Italie : la bulle de la croissance éclate, les perspectives s’assombrissent

Illuminations de Noël à Milan. Image d'illustration. (Photo by Alessandro Bremec/NurPhoto via Getty Images).

Avec la relance post-pandémique, la performance de l’Italie a souvent été décrite comme miracle économique – alors que le pays compte habituellement parmi ceux à la croissance la plus lente. Mais la machine semble désormais s’être arrêtée.

Le miracle économique italien post-covid touche-t-il à sa fin ? La dernière publication des données de la croissance du PIB a montré que l’économie a stagné au troisième trimestre. Ce qui n’était pas prévu par les économistes. ISTAT, le bureau italien des statistiques, a ensuite souligné qu’il ne s’attendait pas à une reprise, à court terme. Il a aussi donné son estimation pour la croissance sur l’année 2024 : +0,5%. Ce qui est la moitié de l’objectif de 1% fixé par Rome. Cet objectif dépasse de nombreux autres taux de croissance européens, qui sont au ralenti.

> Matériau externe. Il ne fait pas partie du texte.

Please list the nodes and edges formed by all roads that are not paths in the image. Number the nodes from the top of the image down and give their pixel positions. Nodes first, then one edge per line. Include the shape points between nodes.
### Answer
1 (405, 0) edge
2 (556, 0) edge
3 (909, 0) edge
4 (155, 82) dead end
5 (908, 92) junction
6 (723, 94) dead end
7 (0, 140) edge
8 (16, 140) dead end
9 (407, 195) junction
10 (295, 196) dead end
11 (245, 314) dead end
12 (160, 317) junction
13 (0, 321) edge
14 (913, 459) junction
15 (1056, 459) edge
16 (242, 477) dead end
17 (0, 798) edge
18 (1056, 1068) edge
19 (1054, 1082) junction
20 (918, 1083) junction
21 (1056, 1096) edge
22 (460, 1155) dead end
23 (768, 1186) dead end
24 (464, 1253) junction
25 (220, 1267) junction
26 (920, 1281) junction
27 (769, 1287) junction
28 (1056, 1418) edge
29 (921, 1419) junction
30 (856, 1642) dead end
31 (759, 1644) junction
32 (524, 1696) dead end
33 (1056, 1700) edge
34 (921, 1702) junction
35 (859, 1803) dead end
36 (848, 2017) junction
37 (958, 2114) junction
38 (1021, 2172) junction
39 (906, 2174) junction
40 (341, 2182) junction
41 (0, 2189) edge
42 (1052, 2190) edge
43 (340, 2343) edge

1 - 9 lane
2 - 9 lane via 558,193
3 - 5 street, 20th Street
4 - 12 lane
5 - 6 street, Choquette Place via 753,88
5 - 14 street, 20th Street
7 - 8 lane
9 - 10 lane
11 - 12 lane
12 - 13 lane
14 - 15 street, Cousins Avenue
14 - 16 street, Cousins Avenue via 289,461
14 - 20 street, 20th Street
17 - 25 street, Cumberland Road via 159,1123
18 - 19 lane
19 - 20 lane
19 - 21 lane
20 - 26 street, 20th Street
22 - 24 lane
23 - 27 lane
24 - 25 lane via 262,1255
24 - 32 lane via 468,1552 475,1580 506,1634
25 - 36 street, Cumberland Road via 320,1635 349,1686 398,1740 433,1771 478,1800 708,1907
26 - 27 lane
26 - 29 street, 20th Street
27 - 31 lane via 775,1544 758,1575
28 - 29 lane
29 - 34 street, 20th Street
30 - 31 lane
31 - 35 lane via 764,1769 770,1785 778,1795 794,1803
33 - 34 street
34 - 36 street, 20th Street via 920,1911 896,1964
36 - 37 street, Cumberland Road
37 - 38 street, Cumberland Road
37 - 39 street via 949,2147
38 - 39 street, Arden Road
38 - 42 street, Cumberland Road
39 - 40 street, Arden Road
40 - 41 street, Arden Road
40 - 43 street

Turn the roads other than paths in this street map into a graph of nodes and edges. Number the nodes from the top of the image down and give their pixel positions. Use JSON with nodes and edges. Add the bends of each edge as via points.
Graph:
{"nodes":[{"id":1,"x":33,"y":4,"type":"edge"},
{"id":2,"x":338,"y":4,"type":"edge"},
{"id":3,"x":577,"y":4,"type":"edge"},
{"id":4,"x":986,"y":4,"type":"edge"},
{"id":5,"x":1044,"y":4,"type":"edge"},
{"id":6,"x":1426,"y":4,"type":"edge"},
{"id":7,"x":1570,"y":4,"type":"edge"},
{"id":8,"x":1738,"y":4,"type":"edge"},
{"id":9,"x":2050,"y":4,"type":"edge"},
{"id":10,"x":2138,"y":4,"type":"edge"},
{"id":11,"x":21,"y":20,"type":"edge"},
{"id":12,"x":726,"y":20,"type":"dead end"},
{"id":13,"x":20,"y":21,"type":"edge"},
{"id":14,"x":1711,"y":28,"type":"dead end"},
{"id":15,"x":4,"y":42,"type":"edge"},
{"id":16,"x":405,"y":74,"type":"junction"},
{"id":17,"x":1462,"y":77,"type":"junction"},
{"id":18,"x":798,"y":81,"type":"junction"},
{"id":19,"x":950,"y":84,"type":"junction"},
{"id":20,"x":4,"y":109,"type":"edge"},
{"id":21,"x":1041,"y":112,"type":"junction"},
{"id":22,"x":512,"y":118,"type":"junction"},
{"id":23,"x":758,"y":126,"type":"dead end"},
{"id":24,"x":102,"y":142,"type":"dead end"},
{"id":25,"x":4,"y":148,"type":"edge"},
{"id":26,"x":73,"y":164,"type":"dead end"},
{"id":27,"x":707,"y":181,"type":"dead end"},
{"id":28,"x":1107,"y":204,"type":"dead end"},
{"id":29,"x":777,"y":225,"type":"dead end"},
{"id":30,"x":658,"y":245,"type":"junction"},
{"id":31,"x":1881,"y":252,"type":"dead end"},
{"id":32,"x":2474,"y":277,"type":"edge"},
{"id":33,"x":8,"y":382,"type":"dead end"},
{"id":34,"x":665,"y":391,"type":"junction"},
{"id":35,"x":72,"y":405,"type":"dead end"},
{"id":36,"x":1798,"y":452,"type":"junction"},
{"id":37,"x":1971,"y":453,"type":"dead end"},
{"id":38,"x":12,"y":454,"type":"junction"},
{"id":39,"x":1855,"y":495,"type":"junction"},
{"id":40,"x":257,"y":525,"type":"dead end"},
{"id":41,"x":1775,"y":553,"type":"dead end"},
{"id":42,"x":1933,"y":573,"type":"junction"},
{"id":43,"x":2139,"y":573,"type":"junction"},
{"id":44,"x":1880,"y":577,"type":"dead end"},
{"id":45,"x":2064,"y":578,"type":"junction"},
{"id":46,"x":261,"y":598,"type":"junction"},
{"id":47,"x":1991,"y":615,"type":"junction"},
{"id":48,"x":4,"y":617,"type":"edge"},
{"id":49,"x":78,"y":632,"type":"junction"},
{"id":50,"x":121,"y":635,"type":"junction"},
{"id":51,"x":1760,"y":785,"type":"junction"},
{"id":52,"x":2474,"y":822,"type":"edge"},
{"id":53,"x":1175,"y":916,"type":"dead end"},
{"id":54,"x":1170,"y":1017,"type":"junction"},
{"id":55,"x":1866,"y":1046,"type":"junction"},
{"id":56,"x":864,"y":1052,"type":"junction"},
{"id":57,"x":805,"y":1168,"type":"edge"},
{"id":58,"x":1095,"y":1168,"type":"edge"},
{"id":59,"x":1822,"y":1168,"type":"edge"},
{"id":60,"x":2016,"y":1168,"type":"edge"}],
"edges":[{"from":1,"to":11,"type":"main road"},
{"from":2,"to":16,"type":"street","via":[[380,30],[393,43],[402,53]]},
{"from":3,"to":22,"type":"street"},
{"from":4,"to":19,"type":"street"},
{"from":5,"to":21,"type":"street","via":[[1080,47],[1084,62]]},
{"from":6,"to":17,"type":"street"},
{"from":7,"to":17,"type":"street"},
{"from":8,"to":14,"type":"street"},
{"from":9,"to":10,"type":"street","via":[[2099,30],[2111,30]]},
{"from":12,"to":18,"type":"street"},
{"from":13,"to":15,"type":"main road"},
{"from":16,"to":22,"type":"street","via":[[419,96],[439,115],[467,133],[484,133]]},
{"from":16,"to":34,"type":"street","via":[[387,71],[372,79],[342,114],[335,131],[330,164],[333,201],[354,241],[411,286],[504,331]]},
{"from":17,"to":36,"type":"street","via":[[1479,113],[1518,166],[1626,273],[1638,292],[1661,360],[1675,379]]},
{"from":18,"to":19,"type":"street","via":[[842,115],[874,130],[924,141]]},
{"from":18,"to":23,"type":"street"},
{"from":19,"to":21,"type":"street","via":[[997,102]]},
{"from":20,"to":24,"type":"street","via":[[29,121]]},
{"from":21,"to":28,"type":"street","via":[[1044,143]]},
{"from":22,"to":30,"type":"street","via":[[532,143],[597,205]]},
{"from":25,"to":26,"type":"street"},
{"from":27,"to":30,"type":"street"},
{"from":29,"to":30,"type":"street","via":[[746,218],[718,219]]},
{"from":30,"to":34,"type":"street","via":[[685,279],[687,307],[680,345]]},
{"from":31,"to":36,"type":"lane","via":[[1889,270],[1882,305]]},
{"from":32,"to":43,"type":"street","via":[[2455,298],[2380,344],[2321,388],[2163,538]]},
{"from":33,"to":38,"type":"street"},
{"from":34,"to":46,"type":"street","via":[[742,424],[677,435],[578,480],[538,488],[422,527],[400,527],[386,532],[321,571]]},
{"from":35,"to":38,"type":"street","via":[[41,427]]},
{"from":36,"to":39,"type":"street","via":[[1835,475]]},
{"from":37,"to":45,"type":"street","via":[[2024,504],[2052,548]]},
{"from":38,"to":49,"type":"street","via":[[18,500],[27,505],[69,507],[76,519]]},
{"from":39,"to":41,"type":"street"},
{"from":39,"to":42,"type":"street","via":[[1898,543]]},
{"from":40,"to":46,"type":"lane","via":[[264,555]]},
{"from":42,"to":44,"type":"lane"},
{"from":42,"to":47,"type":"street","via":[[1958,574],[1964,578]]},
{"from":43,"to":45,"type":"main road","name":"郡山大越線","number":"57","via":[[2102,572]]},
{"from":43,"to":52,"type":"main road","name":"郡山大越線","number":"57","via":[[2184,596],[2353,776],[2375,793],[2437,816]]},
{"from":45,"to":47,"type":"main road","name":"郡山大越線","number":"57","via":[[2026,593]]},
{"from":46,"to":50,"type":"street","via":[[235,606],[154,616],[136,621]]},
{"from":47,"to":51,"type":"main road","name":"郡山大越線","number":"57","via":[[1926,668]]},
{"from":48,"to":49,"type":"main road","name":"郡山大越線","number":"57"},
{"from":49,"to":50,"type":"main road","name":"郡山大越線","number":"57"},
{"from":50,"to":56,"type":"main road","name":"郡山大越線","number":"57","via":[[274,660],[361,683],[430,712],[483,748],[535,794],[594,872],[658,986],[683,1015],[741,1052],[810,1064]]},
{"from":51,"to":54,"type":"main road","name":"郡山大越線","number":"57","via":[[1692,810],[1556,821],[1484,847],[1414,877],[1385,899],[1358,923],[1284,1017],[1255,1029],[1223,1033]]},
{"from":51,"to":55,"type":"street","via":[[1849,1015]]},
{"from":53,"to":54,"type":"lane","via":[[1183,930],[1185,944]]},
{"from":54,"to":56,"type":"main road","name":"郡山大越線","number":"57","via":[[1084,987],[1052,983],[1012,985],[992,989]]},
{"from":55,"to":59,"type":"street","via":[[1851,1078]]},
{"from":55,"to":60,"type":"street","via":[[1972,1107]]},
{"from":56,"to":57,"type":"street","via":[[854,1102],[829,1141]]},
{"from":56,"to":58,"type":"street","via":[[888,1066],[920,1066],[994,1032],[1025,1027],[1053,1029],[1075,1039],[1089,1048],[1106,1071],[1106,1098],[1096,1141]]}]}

Le taux de 0,5% replacerait l’Italie à sa place habituelle, parmi les pays à la croissance la plus lente de la zone euro. Mais ce n’est pas le seul chiffre qui sonne comme un mauvais présage pour la République transalpine. La confiance des entrepreneurs est au plus bas en trois ans et le secteur des services, moteur de la croissance cette année, est désormais entré en contraction.

Répercussions économiques

Ce qui amène certains observateurs à se poser la question si la relance post-covid exceptionnelle n’avait pas été une sorte de trompe-l’oeil. Elle aurait avant tout été portée par les aides gouvernementales (via le plan de relance européen) au secteur du bâtiment. Ce programme de “superbonus” a désormais été arrêté… et le pays ne connaît plus la même croissance qu’en 2021 et 2022. C’est ce qu’explique Francesco Saraceno, professeur d’économie à Science Po Paris et l’université LUISS à Rome, à Reuters.

“Le modèle économique italien, composé de petites entreprises, n’est plus propice à la croissance, les investissements publics sont insuffisants et l’Italie lutte contre la transition verte au lieu de la considérer comme une opportunité de croissance”, ajoute-t-il.

L’Italie avait reçu la plus grande part du gâteau du plan de relance européen. 200 milliards d’euros, sur une enveloppe de 700 milliards environ. Et malgré ces investissements, la croissance n’est plus au rendez-vous. Pire encore, cette aide aura encore plus creusé le déficit budgétaire de Rome (un des pires d’Europe). Car l’Italie a injecté de l’argent promis dans des programmes, mais les fonds européens n’ont pas toujours été distribués, car de l’autre côté le pays n’a pas atteint les objectifs de réformes fixés pour obtenir ces fonds européens. Ce programme de “superbonus” notamment a été un trou dans la caisse.

Ce qui veut dire que la dette de l’Italie devrait encore augmenter. Elle est déjà à 135% du PIB, ce qui est énorme, et pourrait atteindre 138% en 2026. Mais si le PIB croît plus lentement que les prévisions (objectif de 1,2% en 2025, désormais inatteignable selon de nombreux observateurs), ce ratio devrait encore augmenter… et rendre la dette plus chère pour l’Italie. Un cercle vicieux. Double, même, car il limite les opportunités d’investissement du gouvernement… et donc de financement de la croissance.

L’Espagne fait mieux

Là où l’économie italienne commence à patauger, celle de l’Espagne se débrouille toujours très bien. La croissance était de 0,8% au troisième trimestre, 5e meilleur taux d’Europe, et la prévision pour 2024 est de 4%. Cela alors que les deux pays sont partis de la même base, plus ou moins, au sortir de la pandémie : une économie lente, une dette élevée, et une grosse part du plan de relance (70 milliards d’euros pour Madrid).

Quelles sont les différences entre les deux pays méditerranéens ? Selon Angel Talavera d’Oxford Economics, l’Espagne a notamment su attirer des migrants et a su les intégrer dans l’économie. Là où l’Italie a moins de migrants qualifiés. Et que ses jeunes surtout quittent le pays, qui est néfaste pour l’économie.

“Il s’agit d’économies très différentes : l’Espagne dépend fortement des services et du tourisme, tandis que l’Italie possède encore un important secteur manufacturier qui est de moins en moins compétitif et qui freine l’expansion. Au cours des 20 dernières années, l’Espagne semble également avoir mieux modernisé ses infrastructures et ses services publics”, note l’expert.

Quelles seraient donc les solutions pour remettre l’Italie sur les rails ? Selon de nombreux économistes, les autorités devraient avant tout investir dans l’éducation et la recherche. Ce qui n’est peut-être pas si facile, vu le cercle vicieux de la croissance et de la dette publique.